→ TASK TO COMPLETE
Wherever the string "Nisimbo" appears in a line of the listing below, report that line.

——

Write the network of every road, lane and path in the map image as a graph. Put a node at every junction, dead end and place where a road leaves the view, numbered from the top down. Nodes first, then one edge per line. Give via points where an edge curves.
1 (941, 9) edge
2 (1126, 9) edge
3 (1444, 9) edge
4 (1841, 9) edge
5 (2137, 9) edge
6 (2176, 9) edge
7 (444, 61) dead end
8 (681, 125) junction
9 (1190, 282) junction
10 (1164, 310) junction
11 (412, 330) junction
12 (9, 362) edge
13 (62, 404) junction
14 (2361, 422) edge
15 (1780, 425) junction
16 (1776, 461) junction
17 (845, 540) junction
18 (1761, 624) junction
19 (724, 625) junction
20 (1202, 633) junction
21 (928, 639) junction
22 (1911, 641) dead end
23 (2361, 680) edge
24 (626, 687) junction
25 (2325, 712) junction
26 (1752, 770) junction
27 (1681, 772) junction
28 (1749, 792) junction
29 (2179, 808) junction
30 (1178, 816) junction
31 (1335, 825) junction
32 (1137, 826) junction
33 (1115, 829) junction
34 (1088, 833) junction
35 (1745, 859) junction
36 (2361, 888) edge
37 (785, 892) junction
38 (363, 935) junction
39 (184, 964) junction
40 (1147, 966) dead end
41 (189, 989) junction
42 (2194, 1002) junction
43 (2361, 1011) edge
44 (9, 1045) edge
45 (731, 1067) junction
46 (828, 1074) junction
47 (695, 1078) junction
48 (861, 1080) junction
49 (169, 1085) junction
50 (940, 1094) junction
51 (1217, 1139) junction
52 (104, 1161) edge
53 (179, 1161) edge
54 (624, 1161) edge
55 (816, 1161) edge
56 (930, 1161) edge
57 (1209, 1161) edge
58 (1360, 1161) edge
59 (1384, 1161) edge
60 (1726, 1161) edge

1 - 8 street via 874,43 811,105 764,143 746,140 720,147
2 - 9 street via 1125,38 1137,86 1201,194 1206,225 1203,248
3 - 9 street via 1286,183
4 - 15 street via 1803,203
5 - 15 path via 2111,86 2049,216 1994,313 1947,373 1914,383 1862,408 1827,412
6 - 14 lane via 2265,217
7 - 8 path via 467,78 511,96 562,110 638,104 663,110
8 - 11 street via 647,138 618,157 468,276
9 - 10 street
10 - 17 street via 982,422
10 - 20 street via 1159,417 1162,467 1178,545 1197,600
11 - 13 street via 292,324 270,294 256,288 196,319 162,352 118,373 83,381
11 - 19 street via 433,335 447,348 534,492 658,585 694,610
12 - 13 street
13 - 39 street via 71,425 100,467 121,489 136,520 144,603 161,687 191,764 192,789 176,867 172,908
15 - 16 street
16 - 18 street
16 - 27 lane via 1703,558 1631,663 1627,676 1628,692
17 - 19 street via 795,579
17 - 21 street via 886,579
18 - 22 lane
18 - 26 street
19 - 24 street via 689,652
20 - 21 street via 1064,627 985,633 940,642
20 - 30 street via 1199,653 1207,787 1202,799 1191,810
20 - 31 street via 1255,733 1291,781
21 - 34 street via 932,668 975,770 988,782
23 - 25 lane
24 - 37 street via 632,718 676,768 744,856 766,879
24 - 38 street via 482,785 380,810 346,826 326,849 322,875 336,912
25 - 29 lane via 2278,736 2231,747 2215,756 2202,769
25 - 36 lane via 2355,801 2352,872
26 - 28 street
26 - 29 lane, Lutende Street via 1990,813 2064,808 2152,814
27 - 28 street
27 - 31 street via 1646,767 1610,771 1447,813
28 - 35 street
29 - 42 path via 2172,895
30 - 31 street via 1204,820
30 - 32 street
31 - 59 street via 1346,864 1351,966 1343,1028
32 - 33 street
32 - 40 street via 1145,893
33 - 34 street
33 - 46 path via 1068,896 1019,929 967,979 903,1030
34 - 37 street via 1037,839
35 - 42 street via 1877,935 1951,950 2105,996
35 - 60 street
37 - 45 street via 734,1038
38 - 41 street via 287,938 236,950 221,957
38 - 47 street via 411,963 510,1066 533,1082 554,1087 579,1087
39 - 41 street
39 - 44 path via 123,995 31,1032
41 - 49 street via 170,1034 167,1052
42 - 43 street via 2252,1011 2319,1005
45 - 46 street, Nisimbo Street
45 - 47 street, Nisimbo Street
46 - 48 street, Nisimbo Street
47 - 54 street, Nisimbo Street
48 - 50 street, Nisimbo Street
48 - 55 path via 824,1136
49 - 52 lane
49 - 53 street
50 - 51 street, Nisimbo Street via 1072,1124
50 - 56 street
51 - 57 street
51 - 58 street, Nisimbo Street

——

→ FINAL ANSWER
45 - 46 street, Nisimbo Street
45 - 47 street, Nisimbo Street
46 - 48 street, Nisimbo Street
47 - 54 street, Nisimbo Street
48 - 50 street, Nisimbo Street
50 - 51 street, Nisimbo Street via 1072,1124
51 - 58 street, Nisimbo Street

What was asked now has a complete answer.